Business Rule Engine
Orchestration Designer, together with BizTalk Editor and BizTalk Mapper, is an effective way to define a business process and the rules it uses. Over time, however, the rules specified in an orchestration can change. The decisions embedded in a business process—the business rules—are commonly the most volatile. For example, a manager's spending limit might change, or a customer's maximum allowed order might change. You need a way to define and change business rules. To meet this need, BizTalk Server 2004 provides the Business Rule Engine to enable you to directly create and modify sets of business rules. These rules are created by using a tool called the Business Rule Composer, and then executed directly by the engine. This technology is new in BizTalk Server 2004.
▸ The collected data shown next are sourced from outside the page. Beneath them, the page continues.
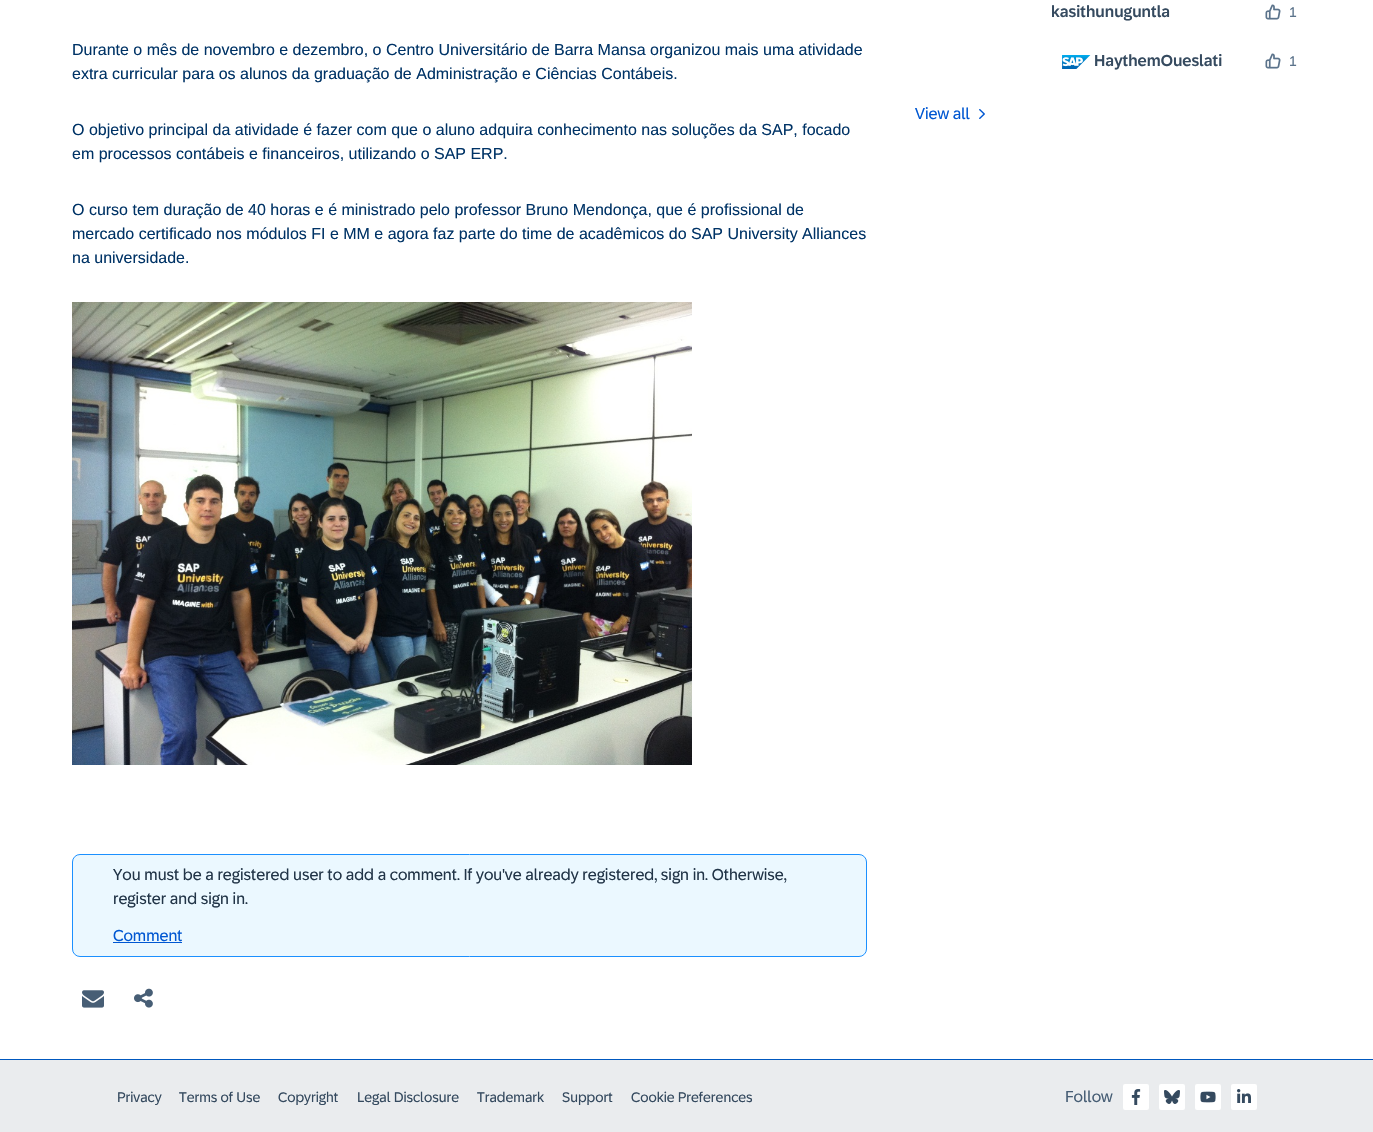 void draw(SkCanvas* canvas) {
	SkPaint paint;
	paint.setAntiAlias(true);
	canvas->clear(0xffffffff);
	SkFont f1(fontMgr->matchFamilyStyle("Liberation Sans", SkFontStyle::Normal()), 16);
	f1.setSubpixel(true);
	paint.setColor(0xff003366);
	canvas->drawString("Durante o mês de novembro e dezembro, o Centro Universitário de Barra Mansa organizou mais uma atividade", 72, 55, f1, paint);
	canvas->drawString("extra curricular para os alunos da graduação de Administração e Ciências Contábeis.", 72, 79, f1, paint);
	canvas->drawString("O objetivo principal da atividade é fazer com que o aluno adquira conhecimento nas soluções da SAP, focado", 72, 135, f1, paint);
	canvas->drawString("em processos contábeis e financeiros, utilizando o SAP ERP.", 72, 159, f1, paint);
	canvas->drawString("O curso tem duração de 40 horas e é ministrado pelo professor Bruno Mendonça, que é profissional de", 72, 215, f1, paint);
	canvas->drawString("mercado certificado nos módulos FI e MM e agora faz parte do time de acadêmicos do SAP University Alliances", 72, 239, f1, paint);
	canvas->drawString("na universidade.", 72, 263, f1, paint);
	canvas->drawImageRect(SkImages::DeferredFromEncodedData(SkData::MakeFromFileName("img1.png")), SkRect::MakeXYWH(72, 302, 620, 463), SkSamplingOptions());
	paint.setColor(0xffebf8ff);
	canvas->drawRoundRect(SkRect::MakeXYWH(72.5, 854.5, 794, 102), 7.5, 7.5, paint);
	paint.setStroke(true);
	paint.setStrokeWidth(1);
	paint.setColor(0xff1b90ff);
	canvas->drawRoundRect(SkRect::MakeXYWH(72.5, 854.5, 794, 102), 7.5, 7.5, paint);
	SkFont f2(fontMgr->matchFamilyStyle("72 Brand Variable", SkFontStyle::Normal()), 16);
	f2.setSubpixel(true);
	paint.setStroke(false);
	paint.setColor(0xff223548);
	canvas->drawString("You must be a registered user to add a comment. If you've already registered, sign in. Otherwise,", 113, 880, f2, paint);
	canvas->drawString("register and sign in.", 113, 904, f2, paint);
	paint.setColor(0xff0057d2);
	canvas->drawString("Comment", 113, 941, f2, paint);
	canvas->drawRect(SkRect::MakeXYWH(113, 942, 69, 1), paint);
	canvas->drawImageRect(SkImages::DeferredFromEncodedData(SkData::MakeFromFileName("img2.png")), SkRect::MakeXYWH(82, 990, 22, 18), SkSamplingOptions());
	canvas->drawImageRect(SkImages::DeferredFromEncodedData(SkData::MakeFromFileName("img3.png")), SkRect::MakeXYWH(134, 988, 19, 20), SkSamplingOptions());
	SkFont f3(fontMgr->matchFamilyStyle("72 Brand Variable", SkFontStyle(500, SkFontStyle::kNormal_Width, SkFontStyle::kUpright_Slant)), 16);
	f3.setSubpixel(true);
	paint.setColor(0xff354a5f);
	canvas->drawString("kasithunuguntla", 1051, 17, f3, paint);
	canvas->drawImageRect(SkImages::DeferredFromEncodedData(SkData::MakeFromFileName("img4.png")), SkRect::MakeXYWH(1265, 4, 16, 16), SkSamplingOptions());
	SkFont f4(fontMgr->matchFamilyStyle("72 Brand Variable", SkFontStyle::Normal()), 14);
	f4.setSubpixel(true);
	paint.setColor(0xff5b738b);
	canvas->drawString("1", 1289, 17, f4, paint);
	canvas->drawImageRect(SkImages::DeferredFromEncodedData(SkData::MakeFromFileName("img5.png")), SkRect::MakeXYWH(1062, 55, 29, 14), SkSamplingOptions());
	paint.setColor(0xff354a5f);
	canvas->drawString("HaythemOueslati", 1094, 66, f3, paint);
	canvas->drawImageRect(SkImages::DeferredFromEncodedData(SkData::MakeFromFileName("img4.png")), SkRect::MakeXYWH(1265, 53, 16, 16), SkSamplingOptions());
	paint.setColor(0xff5b738b);
	canvas->drawString("1", 1289, 66, f4, paint);
	paint.setColor(0xff0057d2);
	canvas->drawString("View all", 915, 119, f2, paint);
	canvas->drawImageRect(SkImages::DeferredFromEncodedData(SkData::MakeFromFileName("img6.png")), SkRect::MakeXYWH(979, 109, 6, 10), SkSamplingOptions());
	paint.setColor(0xff0058bf);
	canvas->drawRect(SkRect::MakeXYWH(0, 1059, 1373, 1), paint);
	paint.setColor(0xffeaecee);
	canvas->drawRect(SkRect::MakeXYWH(0, 1060, 1373, 72), paint);
	paint.setColor(0xff354a5f);
	canvas->drawString("Privacy", 117, 1102, f4, paint);
	canvas->drawString("Terms of Use", 179, 1102, f4, paint);
	canvas->drawString("Copyright", 278, 1102, f4, paint);
	canvas->drawString("Legal Disclosure", 357, 1102, f4, paint);
	canvas->drawString("Trademark", 477, 1102, f4, paint);
	canvas->drawString("Support", 562, 1102, f4, paint);
	canvas->drawString("Cookie Preferences", 631, 1102, f4, paint);
	paint.setColor(0xff475e75);
	canvas->drawString("Follow", 1065, 1102, f2, paint);
	paint.setColor(0xffffffff);
	canvas->drawRoundRect(SkRect::MakeXYWH(1123, 1084, 26, 26), 2, 2, paint);
	canvas->drawImageRect(SkImages::DeferredFromEncodedData(SkData::MakeFromFileName("img7.png")), SkRect::MakeXYWH(1131, 1089, 10, 16), SkSamplingOptions());
	canvas->drawRoundRect(SkRect::MakeXYWH(1159, 1084, 26, 26), 2, 2, paint);
	canvas->drawImageRect(SkImages::DeferredFromEncodedData(SkData::MakeFromFileName("img8.png")), SkRect::MakeXYWH(1164, 1090, 16, 14), SkSamplingOptions());
	canvas->drawRoundRect(SkRect::MakeXYWH(1195, 1084, 26, 26), 2, 2, paint);
	canvas->drawImageRect(SkImages::DeferredFromEncodedData(SkData::MakeFromFileName("img9.png")), SkRect::MakeXYWH(1200, 1091, 16, 12), SkSamplingOptions());
	canvas->drawRoundRect(SkRect::MakeXYWH(1231, 1084, 26, 26), 2, 2, paint);
	canvas->drawImageRect(SkImages::DeferredFromEncodedData(SkData::MakeFromFileName("img10.png")), SkRect::MakeXYWH(1237, 1089, 14, 14), SkSamplingOptions());
}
To change a business rule that is implemented within an orchestration, you can open the orchestration in Visual Studio .NET, modify the appropriate shapes (and perhaps the .NET or COM objects they invoke), and then build and deploy the modified assembly. If instead the business rule is implemented by using the Business Rule Engine, it can be modified without recompiling or restarting anything. You only need to use the Business Rule Composer to change the desired rule, and then redeploy the new set of rules. The change takes effect immediately. And while orchestrations are typically created and maintained by developers, business rules are readable enough to be modified by business analysts without the need to involve developers.
To use the Business Rule Engine to create a set of business rules, you typically start by using the Business Rule Composer to define a vocabulary for specifying the rules. Each term in the vocabulary provides a user-friendly name for some information. Then you use the Business Rule Composer to create business processes that use the vocabulary. Each business process contains one or more business rules. A rule uses the terms defined in the vocabulary together with logical operators.
The core idea of defining a vocabulary and then defining sets of rules that use it is the heart of the Business Rule Engine. The goal is to provide a straightforward way for BizTalk Server 2004 users of all kinds to create and work with the rules that define business processes.